Top of Extracted material
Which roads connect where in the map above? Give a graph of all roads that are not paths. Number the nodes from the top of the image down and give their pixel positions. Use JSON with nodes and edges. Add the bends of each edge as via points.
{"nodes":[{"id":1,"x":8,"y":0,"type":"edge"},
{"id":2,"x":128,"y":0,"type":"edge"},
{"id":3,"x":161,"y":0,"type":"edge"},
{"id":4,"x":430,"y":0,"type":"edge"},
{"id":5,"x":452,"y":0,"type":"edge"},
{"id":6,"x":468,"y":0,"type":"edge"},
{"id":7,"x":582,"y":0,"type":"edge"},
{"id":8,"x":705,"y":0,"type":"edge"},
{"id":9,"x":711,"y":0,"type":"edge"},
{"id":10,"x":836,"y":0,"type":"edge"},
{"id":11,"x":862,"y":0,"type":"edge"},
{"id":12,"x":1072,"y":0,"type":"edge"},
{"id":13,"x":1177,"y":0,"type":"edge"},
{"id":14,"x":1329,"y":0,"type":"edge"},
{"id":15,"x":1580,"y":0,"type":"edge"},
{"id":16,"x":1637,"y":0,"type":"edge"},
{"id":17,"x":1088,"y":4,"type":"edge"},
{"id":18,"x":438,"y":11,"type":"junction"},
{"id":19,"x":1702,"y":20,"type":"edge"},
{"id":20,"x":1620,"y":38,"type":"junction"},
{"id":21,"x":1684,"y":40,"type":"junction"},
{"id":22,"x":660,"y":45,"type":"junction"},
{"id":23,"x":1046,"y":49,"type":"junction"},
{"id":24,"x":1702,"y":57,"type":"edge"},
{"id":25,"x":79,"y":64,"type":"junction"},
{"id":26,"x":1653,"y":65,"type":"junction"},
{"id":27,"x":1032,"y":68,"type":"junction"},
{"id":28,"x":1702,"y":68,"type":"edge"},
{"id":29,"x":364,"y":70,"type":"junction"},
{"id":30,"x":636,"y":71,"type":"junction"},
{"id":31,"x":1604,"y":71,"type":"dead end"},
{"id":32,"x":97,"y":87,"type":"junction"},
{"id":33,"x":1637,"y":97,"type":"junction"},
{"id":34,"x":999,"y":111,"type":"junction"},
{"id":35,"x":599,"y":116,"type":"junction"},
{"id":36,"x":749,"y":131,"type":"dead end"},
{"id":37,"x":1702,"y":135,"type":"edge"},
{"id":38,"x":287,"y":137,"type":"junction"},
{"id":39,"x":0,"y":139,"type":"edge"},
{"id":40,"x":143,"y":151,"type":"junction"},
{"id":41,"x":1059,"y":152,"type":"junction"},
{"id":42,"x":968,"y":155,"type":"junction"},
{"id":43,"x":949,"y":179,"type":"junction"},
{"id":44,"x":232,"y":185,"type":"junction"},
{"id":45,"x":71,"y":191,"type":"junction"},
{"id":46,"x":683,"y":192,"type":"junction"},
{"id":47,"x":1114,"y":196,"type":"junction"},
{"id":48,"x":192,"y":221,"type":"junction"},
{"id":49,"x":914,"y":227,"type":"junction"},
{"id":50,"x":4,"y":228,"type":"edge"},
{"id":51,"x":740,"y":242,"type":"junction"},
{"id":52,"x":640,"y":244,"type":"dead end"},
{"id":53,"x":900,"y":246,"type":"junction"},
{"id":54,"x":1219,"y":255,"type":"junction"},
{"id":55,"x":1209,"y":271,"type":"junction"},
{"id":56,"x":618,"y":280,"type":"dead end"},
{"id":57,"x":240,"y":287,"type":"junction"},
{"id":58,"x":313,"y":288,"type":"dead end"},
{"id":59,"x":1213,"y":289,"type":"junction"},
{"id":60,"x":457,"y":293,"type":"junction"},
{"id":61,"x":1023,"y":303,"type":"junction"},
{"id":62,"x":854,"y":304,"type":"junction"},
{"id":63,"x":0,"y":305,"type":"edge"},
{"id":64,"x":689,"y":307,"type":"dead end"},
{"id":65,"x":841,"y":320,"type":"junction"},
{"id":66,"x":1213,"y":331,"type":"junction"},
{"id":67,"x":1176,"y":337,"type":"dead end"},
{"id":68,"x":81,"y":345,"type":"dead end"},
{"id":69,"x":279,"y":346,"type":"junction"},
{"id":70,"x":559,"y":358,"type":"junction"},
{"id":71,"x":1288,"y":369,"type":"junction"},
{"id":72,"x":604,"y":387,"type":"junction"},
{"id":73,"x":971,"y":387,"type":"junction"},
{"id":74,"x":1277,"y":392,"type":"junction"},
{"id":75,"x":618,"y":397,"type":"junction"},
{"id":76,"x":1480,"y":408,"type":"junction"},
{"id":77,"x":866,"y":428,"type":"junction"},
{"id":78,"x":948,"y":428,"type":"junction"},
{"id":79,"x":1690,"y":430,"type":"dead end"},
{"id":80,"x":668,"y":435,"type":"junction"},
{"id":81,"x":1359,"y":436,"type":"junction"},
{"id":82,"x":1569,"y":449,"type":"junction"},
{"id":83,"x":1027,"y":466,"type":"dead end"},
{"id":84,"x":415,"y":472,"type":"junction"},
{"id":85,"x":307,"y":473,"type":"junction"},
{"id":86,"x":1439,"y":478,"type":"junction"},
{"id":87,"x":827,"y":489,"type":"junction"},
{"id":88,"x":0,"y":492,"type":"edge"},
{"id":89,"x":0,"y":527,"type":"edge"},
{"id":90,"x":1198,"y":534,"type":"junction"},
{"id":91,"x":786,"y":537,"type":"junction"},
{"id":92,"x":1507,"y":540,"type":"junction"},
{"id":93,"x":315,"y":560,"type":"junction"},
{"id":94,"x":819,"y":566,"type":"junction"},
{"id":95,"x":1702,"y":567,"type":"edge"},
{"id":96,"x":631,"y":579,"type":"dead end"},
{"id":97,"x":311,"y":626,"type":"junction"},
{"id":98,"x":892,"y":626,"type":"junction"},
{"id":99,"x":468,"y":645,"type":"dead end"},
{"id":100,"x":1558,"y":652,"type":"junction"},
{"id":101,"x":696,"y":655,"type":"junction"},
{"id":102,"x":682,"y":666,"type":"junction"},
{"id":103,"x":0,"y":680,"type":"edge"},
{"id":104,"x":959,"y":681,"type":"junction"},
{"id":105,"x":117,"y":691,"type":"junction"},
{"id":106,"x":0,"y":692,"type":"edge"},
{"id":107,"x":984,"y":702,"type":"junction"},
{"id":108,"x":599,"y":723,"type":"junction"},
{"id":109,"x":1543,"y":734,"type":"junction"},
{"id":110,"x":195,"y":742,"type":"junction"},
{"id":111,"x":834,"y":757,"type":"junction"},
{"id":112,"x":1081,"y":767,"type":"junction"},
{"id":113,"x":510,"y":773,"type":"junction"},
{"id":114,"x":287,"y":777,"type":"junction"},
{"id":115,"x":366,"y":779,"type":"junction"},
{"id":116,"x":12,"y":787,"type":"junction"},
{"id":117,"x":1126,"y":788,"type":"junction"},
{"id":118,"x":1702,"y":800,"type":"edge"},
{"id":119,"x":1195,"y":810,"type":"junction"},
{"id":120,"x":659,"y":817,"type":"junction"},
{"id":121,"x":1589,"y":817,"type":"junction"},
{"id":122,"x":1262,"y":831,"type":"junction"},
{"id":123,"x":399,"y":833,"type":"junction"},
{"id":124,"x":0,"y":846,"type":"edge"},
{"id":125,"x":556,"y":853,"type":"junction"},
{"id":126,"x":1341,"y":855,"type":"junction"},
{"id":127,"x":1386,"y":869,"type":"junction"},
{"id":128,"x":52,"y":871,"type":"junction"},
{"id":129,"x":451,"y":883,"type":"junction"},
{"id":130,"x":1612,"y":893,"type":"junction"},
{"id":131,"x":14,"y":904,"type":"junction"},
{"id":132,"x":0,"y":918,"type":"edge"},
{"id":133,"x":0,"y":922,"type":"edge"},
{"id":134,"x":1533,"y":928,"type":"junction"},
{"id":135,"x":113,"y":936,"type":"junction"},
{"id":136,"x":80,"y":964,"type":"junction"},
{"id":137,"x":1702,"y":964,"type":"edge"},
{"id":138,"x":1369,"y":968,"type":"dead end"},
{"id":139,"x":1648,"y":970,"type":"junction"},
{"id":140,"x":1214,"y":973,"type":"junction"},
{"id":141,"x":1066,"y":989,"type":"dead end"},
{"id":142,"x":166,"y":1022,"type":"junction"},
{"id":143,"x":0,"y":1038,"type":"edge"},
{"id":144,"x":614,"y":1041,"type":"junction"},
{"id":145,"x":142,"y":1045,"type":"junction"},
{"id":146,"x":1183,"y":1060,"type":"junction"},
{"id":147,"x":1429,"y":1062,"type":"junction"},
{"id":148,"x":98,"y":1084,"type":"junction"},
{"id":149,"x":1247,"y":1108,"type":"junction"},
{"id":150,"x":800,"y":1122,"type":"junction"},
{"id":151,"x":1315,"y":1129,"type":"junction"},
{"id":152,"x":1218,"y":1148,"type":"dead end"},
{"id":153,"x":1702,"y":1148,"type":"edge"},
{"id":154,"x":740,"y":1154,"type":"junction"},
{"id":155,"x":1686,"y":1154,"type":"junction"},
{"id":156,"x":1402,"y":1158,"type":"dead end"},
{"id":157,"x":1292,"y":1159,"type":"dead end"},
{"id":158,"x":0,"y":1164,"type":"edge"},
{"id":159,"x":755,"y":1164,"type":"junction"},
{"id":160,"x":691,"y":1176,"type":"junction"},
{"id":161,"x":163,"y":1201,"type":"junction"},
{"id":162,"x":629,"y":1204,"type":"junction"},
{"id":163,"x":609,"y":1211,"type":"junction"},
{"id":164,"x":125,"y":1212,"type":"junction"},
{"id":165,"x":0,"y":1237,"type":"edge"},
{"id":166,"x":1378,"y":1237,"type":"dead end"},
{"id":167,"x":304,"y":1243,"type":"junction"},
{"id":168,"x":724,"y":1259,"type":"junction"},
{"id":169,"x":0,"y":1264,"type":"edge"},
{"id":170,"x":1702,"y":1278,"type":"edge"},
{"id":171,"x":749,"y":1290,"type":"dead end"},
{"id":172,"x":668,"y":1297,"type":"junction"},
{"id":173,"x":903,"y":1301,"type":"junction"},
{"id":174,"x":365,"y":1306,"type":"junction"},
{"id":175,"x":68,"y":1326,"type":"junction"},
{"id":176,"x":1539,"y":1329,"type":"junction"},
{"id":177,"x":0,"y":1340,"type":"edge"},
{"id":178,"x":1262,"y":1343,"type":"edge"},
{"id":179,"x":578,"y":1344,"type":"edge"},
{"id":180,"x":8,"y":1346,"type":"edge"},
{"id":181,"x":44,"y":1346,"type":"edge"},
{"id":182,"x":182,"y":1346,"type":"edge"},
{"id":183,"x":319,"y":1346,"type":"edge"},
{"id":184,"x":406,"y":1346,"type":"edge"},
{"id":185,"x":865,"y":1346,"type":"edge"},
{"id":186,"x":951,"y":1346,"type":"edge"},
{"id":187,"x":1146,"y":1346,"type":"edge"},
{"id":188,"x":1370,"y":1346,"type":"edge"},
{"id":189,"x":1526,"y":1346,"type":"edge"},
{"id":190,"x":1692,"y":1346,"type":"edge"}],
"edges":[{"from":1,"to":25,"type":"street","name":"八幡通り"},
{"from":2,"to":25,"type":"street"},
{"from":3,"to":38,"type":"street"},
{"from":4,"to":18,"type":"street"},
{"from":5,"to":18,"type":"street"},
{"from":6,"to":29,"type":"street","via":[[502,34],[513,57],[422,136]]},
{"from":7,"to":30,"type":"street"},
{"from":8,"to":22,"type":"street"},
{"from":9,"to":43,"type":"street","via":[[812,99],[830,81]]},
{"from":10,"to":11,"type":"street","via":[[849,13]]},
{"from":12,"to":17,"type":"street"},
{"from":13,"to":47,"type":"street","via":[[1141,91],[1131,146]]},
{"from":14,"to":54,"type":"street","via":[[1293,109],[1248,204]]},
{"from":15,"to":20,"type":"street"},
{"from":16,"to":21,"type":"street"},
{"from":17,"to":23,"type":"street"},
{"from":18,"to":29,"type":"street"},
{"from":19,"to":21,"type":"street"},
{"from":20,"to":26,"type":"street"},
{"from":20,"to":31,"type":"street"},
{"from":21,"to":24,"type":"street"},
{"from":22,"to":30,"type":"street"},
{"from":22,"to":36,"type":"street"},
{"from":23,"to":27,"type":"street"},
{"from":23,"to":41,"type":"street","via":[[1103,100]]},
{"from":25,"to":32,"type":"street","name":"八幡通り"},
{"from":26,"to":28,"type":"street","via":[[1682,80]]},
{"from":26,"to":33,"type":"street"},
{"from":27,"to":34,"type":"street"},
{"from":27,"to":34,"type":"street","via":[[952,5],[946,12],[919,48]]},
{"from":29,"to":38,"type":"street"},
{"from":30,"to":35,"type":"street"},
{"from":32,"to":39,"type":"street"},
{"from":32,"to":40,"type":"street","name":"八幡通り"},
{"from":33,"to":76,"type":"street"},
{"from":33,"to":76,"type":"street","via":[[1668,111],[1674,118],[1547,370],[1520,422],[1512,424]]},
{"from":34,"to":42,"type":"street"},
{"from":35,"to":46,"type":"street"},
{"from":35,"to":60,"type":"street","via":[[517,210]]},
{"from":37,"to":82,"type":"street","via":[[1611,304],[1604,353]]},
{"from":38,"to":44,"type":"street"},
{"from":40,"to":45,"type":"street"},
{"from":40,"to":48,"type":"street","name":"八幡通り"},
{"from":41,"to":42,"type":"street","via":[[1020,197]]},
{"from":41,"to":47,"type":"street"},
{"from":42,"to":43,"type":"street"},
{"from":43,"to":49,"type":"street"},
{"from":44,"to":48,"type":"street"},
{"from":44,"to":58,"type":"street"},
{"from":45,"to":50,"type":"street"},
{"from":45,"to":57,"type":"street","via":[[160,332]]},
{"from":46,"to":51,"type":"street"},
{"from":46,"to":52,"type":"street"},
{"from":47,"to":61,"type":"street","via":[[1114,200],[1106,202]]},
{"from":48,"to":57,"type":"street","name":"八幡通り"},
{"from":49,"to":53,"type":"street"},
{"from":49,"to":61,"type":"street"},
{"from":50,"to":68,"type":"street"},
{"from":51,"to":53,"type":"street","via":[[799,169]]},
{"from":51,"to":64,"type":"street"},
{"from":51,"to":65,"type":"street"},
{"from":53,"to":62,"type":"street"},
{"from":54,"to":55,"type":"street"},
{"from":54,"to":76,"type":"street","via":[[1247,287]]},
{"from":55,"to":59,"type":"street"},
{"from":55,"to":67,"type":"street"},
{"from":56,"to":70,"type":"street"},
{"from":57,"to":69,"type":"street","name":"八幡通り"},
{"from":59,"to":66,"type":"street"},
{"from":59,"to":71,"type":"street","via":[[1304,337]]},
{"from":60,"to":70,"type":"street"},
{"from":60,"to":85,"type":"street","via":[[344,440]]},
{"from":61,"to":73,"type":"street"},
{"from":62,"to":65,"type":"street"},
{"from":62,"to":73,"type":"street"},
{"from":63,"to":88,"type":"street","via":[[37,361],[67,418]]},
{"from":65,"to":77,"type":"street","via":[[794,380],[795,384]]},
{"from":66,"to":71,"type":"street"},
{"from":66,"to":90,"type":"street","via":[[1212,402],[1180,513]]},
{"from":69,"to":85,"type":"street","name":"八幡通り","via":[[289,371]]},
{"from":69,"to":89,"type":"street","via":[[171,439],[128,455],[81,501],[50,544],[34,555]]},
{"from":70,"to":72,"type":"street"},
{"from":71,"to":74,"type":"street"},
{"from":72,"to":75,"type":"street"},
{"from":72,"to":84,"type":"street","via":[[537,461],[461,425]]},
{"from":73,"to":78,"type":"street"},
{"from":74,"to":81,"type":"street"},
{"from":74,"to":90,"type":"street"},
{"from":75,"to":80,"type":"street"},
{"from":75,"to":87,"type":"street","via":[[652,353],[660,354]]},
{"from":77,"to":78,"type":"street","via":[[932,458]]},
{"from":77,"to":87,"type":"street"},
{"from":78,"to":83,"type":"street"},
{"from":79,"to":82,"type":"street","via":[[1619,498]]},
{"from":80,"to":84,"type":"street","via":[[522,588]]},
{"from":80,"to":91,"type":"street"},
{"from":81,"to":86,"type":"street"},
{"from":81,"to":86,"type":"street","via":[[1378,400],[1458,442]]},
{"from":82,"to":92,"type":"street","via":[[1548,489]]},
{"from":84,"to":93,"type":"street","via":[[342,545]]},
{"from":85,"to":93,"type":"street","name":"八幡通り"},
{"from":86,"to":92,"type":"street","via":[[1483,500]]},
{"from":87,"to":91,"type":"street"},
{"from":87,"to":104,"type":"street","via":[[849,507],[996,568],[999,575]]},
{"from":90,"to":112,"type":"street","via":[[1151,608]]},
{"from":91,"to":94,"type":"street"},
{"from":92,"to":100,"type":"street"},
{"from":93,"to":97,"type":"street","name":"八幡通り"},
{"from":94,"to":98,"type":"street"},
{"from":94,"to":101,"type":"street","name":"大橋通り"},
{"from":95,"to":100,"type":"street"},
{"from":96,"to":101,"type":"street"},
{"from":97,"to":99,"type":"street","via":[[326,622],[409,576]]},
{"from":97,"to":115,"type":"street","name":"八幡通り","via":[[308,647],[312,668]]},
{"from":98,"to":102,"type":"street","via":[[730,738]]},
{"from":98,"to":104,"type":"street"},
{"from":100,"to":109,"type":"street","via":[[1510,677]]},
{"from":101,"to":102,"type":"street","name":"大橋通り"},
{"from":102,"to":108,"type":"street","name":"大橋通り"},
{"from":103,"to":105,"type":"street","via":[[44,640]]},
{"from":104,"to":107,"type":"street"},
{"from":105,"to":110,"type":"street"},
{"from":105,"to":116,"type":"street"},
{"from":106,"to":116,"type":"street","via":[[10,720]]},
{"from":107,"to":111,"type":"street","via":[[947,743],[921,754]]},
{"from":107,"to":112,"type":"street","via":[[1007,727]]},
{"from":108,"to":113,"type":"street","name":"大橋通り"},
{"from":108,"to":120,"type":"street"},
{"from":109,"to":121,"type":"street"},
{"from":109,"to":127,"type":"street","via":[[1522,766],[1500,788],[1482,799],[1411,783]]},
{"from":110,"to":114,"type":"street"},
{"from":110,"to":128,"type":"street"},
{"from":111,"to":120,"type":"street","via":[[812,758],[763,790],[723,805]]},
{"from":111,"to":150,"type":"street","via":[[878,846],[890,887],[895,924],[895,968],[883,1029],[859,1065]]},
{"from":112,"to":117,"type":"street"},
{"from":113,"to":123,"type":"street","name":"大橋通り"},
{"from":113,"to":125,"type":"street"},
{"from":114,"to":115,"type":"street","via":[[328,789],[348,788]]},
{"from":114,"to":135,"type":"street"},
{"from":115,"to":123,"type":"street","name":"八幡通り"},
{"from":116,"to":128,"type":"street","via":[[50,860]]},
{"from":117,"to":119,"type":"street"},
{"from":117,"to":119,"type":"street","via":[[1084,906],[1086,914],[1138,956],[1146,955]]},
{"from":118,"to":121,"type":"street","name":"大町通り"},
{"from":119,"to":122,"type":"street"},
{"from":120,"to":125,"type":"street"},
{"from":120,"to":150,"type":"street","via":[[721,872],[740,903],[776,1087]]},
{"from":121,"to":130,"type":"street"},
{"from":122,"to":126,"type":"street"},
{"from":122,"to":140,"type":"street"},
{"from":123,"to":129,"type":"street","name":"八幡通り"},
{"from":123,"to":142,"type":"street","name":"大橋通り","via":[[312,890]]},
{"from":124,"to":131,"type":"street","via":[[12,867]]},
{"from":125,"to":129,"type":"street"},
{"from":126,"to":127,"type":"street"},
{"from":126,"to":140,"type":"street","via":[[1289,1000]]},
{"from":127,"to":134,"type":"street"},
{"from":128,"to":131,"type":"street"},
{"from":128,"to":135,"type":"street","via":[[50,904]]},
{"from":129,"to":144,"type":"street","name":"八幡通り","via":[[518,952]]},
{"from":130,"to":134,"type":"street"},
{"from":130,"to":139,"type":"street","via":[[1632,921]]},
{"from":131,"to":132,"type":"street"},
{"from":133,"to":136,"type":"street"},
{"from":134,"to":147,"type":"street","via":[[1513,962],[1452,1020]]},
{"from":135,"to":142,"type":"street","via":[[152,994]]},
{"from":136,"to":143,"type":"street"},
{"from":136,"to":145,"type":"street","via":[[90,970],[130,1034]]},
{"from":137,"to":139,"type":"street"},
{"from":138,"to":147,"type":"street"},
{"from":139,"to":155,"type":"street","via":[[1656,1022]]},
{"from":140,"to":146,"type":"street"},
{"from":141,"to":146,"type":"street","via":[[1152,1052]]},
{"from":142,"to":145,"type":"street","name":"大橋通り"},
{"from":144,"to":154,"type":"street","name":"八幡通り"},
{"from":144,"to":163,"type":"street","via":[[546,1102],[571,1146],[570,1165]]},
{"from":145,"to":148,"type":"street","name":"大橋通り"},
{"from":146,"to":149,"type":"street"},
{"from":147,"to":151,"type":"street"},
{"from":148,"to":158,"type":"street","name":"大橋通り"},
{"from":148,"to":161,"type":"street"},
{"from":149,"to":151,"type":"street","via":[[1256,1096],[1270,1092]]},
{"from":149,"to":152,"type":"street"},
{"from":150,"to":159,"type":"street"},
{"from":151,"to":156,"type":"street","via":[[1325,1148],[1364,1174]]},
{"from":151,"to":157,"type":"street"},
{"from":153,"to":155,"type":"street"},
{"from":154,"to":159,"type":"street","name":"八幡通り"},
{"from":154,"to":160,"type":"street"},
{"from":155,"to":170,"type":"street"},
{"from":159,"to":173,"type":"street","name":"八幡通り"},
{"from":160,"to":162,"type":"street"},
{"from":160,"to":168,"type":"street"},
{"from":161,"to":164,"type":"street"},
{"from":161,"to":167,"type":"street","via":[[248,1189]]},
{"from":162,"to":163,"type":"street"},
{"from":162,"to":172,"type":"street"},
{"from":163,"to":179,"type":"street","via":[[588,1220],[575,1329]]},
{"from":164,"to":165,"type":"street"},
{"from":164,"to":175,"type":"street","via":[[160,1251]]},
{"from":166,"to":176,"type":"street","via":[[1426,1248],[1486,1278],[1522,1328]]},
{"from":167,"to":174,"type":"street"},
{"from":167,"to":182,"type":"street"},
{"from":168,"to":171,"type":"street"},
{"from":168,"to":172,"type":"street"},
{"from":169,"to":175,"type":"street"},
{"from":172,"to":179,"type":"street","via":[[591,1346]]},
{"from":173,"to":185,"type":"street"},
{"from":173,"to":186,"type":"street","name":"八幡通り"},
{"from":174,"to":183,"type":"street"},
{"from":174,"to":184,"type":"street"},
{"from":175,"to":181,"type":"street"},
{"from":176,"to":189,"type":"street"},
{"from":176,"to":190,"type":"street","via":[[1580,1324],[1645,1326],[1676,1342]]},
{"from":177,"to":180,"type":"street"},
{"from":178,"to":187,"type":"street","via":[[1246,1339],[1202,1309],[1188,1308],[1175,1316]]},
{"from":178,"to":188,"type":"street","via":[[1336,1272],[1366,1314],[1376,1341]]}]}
Bottom of Extracted material
* **The task**:
Say how many lines above hold the word "nodes", giving only the count.

* **Output of the task**:
2